Task item:
Scan the records below. Copy every line in which the word "Avenue" appears.

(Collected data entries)
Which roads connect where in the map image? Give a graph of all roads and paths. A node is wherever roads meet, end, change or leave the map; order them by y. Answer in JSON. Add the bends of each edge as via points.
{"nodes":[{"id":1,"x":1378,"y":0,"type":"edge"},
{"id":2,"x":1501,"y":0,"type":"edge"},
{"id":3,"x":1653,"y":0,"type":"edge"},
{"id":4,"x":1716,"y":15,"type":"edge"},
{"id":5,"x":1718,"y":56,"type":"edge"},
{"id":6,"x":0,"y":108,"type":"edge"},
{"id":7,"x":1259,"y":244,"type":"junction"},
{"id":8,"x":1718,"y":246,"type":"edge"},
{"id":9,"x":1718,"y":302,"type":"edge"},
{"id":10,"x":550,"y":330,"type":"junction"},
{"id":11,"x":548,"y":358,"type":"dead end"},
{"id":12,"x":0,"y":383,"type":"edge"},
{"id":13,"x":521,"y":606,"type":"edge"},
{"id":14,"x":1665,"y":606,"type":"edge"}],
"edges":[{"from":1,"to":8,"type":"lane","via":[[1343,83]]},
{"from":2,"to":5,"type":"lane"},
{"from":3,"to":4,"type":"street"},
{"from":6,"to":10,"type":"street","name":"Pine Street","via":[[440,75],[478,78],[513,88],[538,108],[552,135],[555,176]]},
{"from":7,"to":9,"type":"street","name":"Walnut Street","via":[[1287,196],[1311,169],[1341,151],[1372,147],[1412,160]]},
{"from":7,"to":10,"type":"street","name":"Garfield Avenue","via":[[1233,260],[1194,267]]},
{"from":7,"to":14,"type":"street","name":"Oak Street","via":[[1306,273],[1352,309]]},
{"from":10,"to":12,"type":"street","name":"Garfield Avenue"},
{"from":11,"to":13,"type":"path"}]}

Output of the exercise:
{"from":7,"to":10,"type":"street","name":"Garfield Avenue","via":[[1233,260],[1194,267]]},
{"from":10,"to":12,"type":"street","name":"Garfield Avenue"},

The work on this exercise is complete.